Improvements to Generated SQL in .NET 4.0
The information in this post is out of date.
Visit msdn.com/data/ef for the latest information on current and past releases of EF.
In a previous post (https://blogs.msdn.com/adonet/archive/2009/08/05/improvements-to-the-generated-sql-in-net-4-0-beta1.aspx), we talked about the improvements to the quality and the readability of the SQL generated when querying using the Entity Framework that we made in .NET 4.0 Beta 1. We continued working on that task and here I talk about the additional improvements provided with .Net 4.0.
Again, most of the improvements we have made are in the Entity Framework query pipeline as opposed to specific SqlClient changes, thus affecting the SQL generated by any backend, not only by our SQL Server provider.
Unless otherwise noted:
· The examples are based on the NorthwindEF Entity Data Model provided with the ADO.NET Entity Framework Query Samples (https://code.msdn.microsoft.com/EFQuerySamples).
· The “Before” generated SQL is produced by the Entity Framework in .NET 3.5, and the “After” by the Entity Framework in .NET 4.0.
Also, in all the examples below, the parts of the SQL query highlighted in red have been removed and those in yellow have been added.

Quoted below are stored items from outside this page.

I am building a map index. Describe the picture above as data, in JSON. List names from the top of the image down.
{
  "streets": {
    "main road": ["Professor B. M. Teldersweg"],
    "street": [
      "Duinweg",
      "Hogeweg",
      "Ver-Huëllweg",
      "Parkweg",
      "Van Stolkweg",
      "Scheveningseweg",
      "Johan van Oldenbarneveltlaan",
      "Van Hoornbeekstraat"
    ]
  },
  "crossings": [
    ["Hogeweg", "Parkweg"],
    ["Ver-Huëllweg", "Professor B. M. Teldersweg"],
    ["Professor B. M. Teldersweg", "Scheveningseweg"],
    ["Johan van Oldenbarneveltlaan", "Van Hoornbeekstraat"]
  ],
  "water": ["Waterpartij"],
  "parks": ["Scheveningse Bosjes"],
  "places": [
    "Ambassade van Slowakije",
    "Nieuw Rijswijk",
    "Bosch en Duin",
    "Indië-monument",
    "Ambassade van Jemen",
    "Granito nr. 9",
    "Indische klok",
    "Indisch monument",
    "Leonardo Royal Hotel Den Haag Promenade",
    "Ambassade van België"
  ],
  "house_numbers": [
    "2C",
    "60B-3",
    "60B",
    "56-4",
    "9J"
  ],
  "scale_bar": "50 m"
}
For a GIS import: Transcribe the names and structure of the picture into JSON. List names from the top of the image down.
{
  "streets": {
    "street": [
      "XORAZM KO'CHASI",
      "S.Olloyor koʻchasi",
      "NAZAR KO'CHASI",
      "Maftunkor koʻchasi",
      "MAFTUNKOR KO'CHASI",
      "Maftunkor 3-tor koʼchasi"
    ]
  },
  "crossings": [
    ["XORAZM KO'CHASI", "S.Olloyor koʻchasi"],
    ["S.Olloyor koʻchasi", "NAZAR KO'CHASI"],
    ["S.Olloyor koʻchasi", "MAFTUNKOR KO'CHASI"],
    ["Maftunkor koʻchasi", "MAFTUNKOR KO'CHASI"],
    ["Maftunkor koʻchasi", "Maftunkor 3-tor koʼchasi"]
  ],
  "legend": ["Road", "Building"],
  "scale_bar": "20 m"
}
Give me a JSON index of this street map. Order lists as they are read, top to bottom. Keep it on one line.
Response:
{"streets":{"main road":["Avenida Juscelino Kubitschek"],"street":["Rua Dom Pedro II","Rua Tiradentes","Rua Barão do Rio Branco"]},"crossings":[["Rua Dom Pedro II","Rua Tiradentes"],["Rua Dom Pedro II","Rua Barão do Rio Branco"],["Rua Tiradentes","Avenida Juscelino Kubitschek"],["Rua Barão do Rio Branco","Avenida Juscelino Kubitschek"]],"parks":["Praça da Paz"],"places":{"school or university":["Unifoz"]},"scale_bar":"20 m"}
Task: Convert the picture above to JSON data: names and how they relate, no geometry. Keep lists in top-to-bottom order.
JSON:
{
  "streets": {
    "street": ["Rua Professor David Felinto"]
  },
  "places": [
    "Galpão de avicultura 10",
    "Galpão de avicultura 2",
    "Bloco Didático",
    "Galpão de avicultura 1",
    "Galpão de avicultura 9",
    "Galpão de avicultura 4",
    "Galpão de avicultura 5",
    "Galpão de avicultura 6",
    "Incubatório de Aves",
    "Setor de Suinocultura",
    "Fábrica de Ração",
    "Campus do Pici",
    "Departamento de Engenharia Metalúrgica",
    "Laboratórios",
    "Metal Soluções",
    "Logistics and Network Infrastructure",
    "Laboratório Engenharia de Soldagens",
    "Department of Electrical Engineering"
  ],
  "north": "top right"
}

1. Elimination of internal constants used as null sentinels
In the query pipeline we introduce internal constants to serve as null sentinels, i.e. based on whether they come out as null we make decisions whether a record should be null /collection should be empty. In some cases, the introduction of the new column can cause a new level of nesting to be introduced. The improvement is instead of introducing new constants to try reusing other columns for the same purpose. This in many cases leads to simpler queries with less nesting.
Example:
var query = from c in context.Categories
select new { c.CategoryID, Count = c.Products.Count }
Before
SELECT
1 AS [C1],
[Project1].[CategoryID] AS [CategoryID],
[Project1].[C1] AS [C2]
FROM ( SELECT
[Extent1].[CategoryID] AS [CategoryID],
(SELECT
COUNT(cast(1 as bit)) AS [A1]
FROM [dbo].[Products] AS [Extent2]
WHERE [Extent1].[CategoryID] = [Extent2].[CategoryID]) AS [C1]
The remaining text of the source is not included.